Remember the background story of his childless mother, Hannah. She prayed to have a son and said to God that she would give her son to the Lord. Hannah did have a son and she did give that son, when he was weaned at 4 – 5 years old, to the priest Eli at the Shiloh sanctuary.

We pick up the story when Samuel was probably in his late teens. He is serving in the sanctuary and helping Eli the priest, who is an old man and losing his sight. The story contains for us so many spiritual truths. 

The story unfolds. Samuel has just gone to bed.  Then he hears his name called.  He responds. He doesn’t pretend to be sleeping. He gets up and goes to Eli. Who else would be calling him? Three times Samuel hears his name and three times he goes to Eli.  On the third instance Eli realises that it must be God wanting to speak to Samuel.

Let us reflect on what we can learn from this. Samuel’s expectation is that if anyone is calling him it could be only Eli who, as his superior, would do so. No one else would be calling him. Why would he think it was God calling him? In the opening sentence of this account we are told that God’s ‘word’ was very rare in those days [1 Sam 3:1].  In other words the conversation between God and the people was formal and ritualistic: not dynamic and personal.  To put it another way, the practise of faith was not personal but ritualistic. There were few instances of God interacting with people in those days – very few we are told.  It would seem that there was a spiritual desert amongst God’s people.
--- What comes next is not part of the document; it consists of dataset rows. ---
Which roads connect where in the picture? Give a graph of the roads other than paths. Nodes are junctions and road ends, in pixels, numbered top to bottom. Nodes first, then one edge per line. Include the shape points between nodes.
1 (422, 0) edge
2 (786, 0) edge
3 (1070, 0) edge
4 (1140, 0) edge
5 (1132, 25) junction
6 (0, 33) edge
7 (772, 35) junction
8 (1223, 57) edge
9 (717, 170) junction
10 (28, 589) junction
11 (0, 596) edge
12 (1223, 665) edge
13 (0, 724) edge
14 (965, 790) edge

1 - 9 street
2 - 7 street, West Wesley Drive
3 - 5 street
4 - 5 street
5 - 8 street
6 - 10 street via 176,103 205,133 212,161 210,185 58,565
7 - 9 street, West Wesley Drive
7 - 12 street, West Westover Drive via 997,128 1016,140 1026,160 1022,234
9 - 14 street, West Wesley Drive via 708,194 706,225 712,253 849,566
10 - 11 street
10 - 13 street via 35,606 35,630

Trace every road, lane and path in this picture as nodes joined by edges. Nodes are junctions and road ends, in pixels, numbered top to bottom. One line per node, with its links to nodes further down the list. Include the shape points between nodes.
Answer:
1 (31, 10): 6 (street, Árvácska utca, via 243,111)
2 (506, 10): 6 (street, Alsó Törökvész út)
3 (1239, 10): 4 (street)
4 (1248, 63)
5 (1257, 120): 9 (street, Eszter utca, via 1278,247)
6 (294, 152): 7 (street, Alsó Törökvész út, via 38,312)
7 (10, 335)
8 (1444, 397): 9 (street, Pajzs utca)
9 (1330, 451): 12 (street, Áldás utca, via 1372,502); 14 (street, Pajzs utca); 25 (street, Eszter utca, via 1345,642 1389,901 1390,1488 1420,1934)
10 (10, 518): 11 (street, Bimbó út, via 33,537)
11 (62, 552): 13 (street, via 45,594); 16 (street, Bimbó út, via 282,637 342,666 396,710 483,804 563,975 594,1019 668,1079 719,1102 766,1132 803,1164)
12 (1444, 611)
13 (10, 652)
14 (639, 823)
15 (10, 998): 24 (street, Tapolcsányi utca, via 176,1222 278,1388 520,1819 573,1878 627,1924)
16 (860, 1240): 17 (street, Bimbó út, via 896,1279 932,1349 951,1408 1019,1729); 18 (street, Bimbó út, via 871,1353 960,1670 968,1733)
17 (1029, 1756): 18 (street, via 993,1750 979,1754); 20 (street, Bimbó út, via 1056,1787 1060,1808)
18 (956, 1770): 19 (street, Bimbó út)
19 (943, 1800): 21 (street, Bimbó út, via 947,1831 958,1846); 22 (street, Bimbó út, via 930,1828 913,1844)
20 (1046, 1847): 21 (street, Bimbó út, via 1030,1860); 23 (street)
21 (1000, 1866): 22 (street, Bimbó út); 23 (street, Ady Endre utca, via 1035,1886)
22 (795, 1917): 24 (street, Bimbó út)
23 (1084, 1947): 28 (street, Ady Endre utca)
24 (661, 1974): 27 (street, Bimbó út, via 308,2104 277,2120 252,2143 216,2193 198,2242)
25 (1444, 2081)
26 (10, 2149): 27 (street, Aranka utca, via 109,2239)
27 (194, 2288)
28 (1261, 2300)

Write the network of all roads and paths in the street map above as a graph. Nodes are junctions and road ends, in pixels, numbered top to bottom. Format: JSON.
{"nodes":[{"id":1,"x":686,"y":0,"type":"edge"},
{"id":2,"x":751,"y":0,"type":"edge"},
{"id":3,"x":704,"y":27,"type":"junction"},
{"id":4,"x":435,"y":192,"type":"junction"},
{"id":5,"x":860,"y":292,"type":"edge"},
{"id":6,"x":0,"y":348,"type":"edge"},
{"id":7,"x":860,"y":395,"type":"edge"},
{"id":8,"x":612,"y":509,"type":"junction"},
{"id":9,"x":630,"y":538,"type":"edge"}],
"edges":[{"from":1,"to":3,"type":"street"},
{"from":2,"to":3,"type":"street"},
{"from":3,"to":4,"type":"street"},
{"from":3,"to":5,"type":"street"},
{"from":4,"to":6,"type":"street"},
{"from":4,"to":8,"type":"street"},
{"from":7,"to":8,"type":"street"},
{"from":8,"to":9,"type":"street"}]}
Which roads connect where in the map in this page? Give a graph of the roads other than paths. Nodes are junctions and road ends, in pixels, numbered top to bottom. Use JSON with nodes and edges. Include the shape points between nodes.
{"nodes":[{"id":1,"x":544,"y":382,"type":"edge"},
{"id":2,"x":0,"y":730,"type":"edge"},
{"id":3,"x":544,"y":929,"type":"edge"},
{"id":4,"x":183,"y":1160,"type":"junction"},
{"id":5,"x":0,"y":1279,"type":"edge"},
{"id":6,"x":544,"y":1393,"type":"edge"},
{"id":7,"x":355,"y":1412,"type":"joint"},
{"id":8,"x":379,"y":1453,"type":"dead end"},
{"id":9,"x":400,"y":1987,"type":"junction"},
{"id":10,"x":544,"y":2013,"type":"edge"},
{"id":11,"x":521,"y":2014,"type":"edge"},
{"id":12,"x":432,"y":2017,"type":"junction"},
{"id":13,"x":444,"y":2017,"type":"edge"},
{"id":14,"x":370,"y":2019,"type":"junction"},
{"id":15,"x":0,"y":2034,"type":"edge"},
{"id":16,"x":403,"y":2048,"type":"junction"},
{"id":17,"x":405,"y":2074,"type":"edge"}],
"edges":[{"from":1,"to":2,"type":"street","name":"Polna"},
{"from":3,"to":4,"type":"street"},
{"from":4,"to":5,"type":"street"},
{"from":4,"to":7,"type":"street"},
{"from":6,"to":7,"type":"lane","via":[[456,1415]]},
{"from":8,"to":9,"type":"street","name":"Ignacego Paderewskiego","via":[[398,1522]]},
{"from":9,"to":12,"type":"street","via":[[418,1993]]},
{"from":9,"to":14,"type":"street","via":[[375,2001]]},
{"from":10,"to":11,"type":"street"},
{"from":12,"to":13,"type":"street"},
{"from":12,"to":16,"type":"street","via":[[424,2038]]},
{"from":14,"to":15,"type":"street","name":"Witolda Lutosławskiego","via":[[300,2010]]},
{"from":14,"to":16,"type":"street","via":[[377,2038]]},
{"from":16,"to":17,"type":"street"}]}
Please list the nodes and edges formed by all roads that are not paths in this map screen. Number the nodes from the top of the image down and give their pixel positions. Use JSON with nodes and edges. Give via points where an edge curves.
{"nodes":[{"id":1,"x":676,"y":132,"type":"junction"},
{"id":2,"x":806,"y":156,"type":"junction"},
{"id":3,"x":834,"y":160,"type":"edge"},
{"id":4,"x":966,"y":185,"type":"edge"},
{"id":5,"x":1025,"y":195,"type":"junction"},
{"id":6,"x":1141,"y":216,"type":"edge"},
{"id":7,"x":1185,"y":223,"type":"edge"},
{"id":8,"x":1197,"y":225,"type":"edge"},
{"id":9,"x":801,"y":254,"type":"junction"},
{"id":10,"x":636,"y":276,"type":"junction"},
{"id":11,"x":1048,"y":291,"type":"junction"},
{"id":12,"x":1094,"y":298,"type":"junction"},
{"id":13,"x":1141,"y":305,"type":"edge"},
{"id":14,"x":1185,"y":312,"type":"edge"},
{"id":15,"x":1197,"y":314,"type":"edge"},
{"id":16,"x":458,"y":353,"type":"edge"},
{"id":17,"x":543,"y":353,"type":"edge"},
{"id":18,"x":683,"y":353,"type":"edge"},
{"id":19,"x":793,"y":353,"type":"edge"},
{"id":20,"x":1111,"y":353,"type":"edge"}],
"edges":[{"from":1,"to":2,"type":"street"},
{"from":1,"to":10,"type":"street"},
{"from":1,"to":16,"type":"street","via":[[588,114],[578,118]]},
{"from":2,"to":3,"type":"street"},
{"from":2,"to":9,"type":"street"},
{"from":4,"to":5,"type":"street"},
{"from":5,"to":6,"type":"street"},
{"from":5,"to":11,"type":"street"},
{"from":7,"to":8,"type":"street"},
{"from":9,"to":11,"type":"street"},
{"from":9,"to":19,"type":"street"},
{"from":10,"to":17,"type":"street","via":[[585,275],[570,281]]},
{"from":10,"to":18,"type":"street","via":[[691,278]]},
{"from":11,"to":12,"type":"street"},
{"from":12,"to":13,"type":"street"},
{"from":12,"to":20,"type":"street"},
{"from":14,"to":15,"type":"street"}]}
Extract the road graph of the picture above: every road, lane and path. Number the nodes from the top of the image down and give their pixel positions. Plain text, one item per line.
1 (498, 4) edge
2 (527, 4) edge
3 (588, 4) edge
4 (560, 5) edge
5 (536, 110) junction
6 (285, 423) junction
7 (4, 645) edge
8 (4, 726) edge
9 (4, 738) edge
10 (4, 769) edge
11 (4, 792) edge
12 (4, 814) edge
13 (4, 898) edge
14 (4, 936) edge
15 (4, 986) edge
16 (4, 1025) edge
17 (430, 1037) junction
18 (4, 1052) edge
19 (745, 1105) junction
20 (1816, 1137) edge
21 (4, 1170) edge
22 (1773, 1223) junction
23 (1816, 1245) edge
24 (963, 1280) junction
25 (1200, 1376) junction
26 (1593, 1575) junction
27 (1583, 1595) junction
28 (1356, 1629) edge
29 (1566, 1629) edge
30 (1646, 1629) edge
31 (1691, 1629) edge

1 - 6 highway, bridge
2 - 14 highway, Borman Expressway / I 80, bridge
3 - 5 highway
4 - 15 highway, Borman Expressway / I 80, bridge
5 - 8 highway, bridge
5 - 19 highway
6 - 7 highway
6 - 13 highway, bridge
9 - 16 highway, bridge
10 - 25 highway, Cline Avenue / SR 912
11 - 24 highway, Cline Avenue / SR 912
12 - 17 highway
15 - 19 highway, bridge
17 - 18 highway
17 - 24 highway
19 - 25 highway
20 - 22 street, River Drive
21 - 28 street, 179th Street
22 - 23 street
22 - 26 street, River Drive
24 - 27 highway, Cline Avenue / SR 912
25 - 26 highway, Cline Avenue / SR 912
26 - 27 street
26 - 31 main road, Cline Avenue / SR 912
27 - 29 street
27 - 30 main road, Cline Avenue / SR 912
And we are told why in chapter 2 where we learn that Eli’s sons were doing bad things and Eli was not holding them accountable.  And the people were following their own interests.  Sounds familiar.

Now consider these days.  The Church is in numerical decline. Our conversation with God is more formal than personal.  Our faith is more ritualistic than dynamic. For example, we don’t hear of people hearing God speak to them or seeing visions.  Our conversations about our faith are more likely to be intellectual rather than personal. And it is hard to distinguish between our secular friends and ourselves apart from church attendance.

It is no wonder that Samuel wouldn’t be thinking that God was calling him. In fact we are expressly told in 1 Sam 3:7 that Samuel did not yet know the LORD, and the word of the LORD had not yet been revealed to him. Samuel had to learn a lot about his relationship to God and how God works. He needed to move from a formal relationship to a personal relationship with the Lord. 

The old priest realises that God may be speaking. Eli then directs Samuel to say, if he hears his name called again; ‘Speak, LORD, for your servant is listening.  [3:9] Samuel does hear his name called and now he says yes;  ‘I am listening to you, God, speak.’  We come now to the second spiritual lesson for us today in this story.  Samuel heard his name and was now ready to listen to God: Samuel hears and listens. There is a difference between hearing and listening.  Hearing is simply the act of perceiving sound by the ear. If you are not hearing-impaired, hearing simply happens. Listening, however, is something you consciously choose to do. Listening requires concentration so that your brain works out what the sounds or words mean. Hearing naturally happens: listening requires concentration. 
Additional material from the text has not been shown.